**WHAT YOU HAVE TO DO**
Using the entries that follow, give the number of lines containing the string "Nikolai". Write nothing besides that number.

**SUPPLIED DATA**

▶

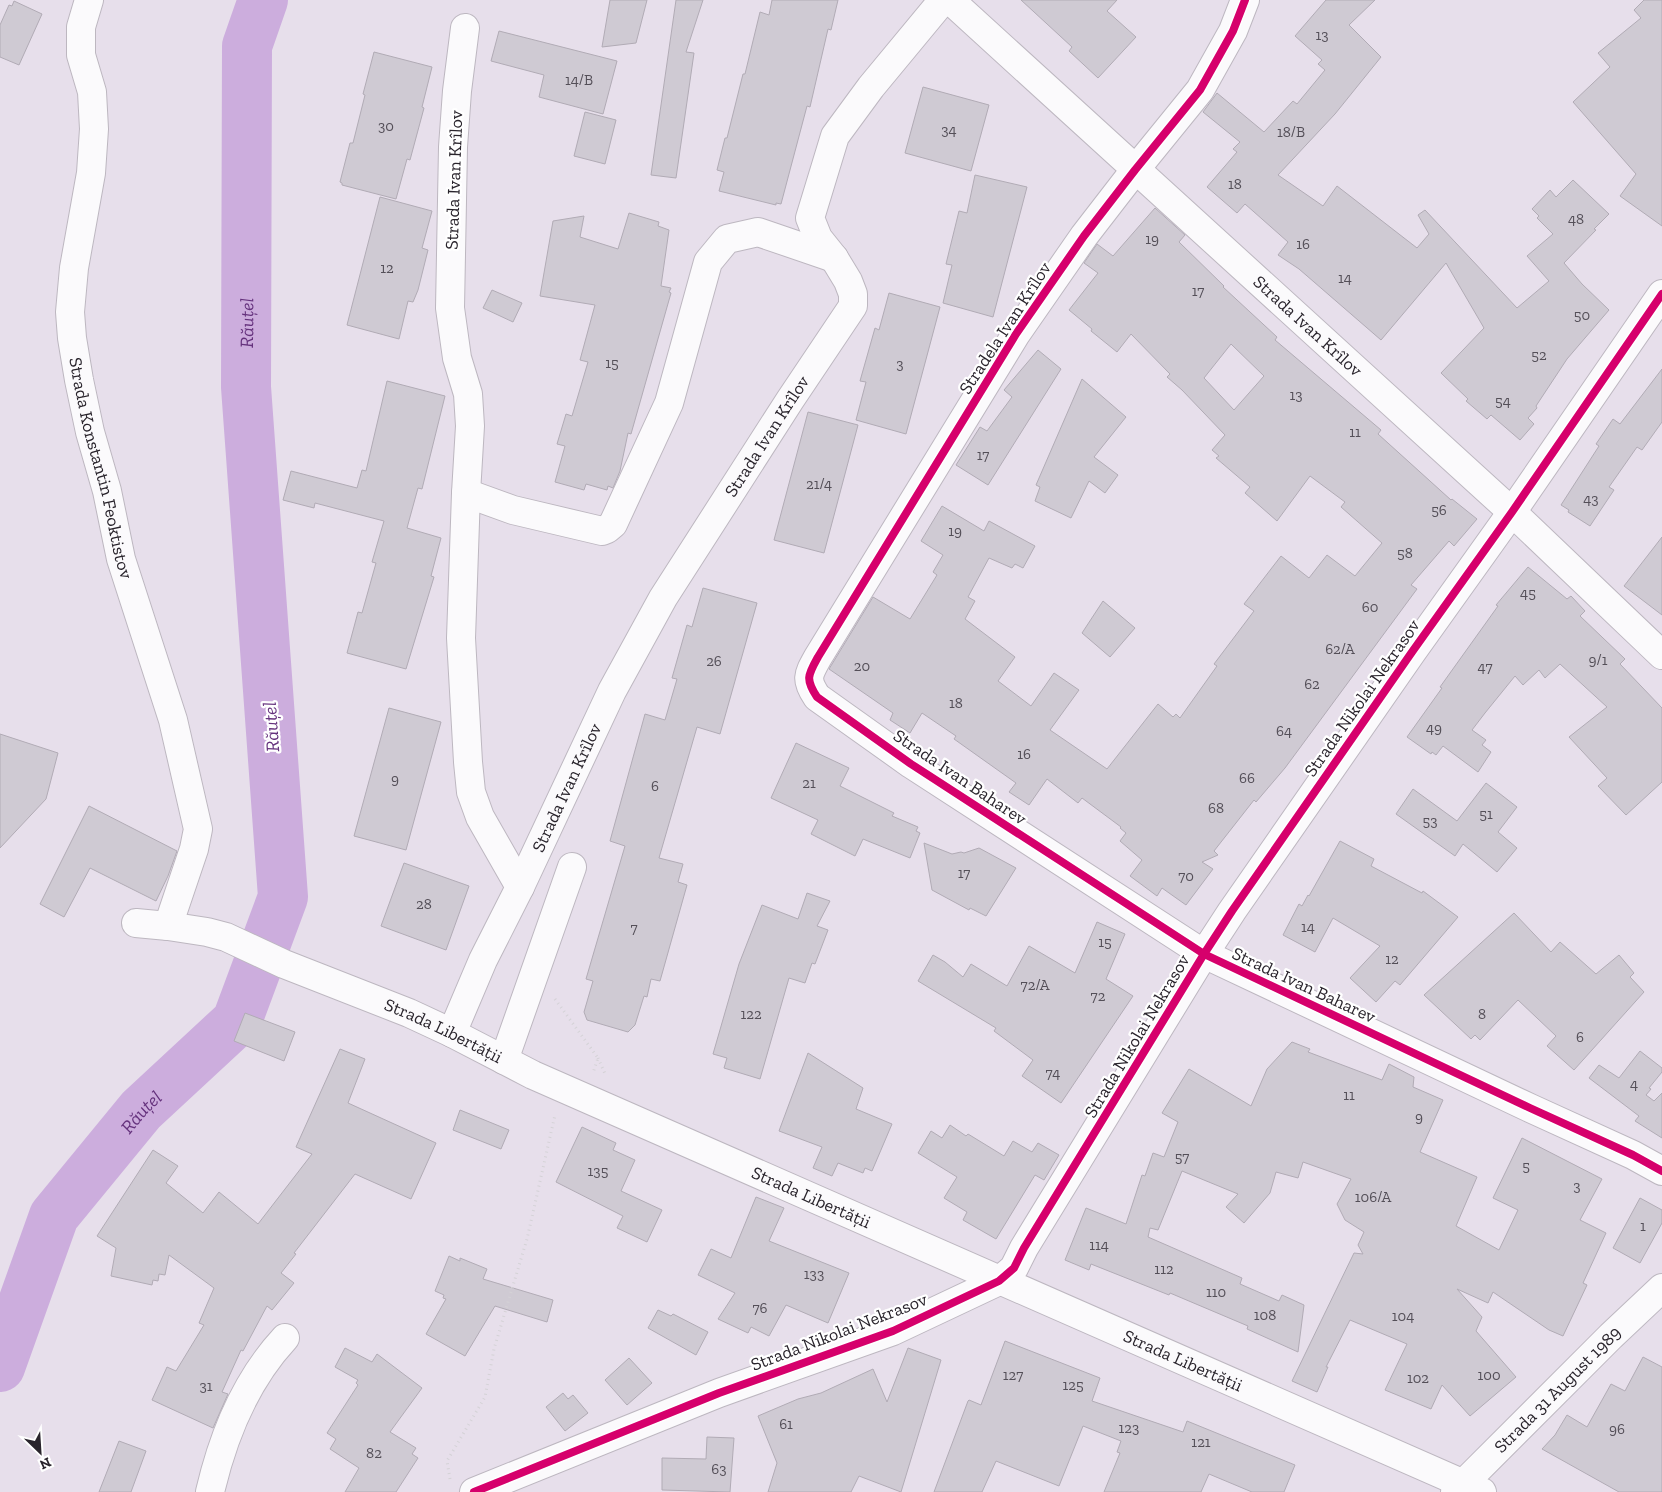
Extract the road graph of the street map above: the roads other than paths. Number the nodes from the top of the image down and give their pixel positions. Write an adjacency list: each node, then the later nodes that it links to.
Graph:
1 (89, 0): 16 (street, Strada Konstantin Feoktistov)
2 (943, 0): 7 (street, Strada Ivan Krîlov)
3 (950, 0): 6 (street, Strada Ivan Krîlov)
4 (1245, 0): 6 (street, Stradela Ivan Krîlov)
5 (465, 28): 9 (street, Strada Ivan Krîlov)
6 (1135, 170): 10 (street, Strada Ivan Krîlov); 12 (street, Stradela Ivan Krîlov)
7 (834, 258): 9 (street); 14 (street, Strada Ivan Krîlov)
8 (1662, 294): 10 (street, Strada Nikolai Nekrasov)
9 (466, 493): 14 (street, Strada Ivan Krîlov)
10 (1512, 512): 11 (street, Strada Ivan Krîlov); 17 (street, Strada Nikolai Nekrasov)
11 (1662, 655)
12 (809, 685): 17 (street, Strada Ivan Baharev)
13 (572, 867): 19 (street)
14 (520, 888): 18 (street, Strada Ivan Krîlov)
15 (136, 923): 16 (street, Strada Libertății)
16 (168, 926): 18 (street, Strada Libertății)
17 (1204, 954): 20 (street, Strada Ivan Baharev); 21 (street, Strada Nikolai Nekrasov)
18 (452, 1033): 19 (street, Strada Libertății)
19 (504, 1060): 21 (street, Strada Libertății)
20 (1662, 1171)
21 (998, 1281): 24 (street, Strada Nikolai Nekrasov); 25 (street, Strada Libertății)
22 (1662, 1288): 25 (street, Strada 31 August 1989)
23 (285, 1338): 26 (street)
24 (462, 1488)
25 (1466, 1489)
26 (210, 1492)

◀

**COMPLETED TASK**
4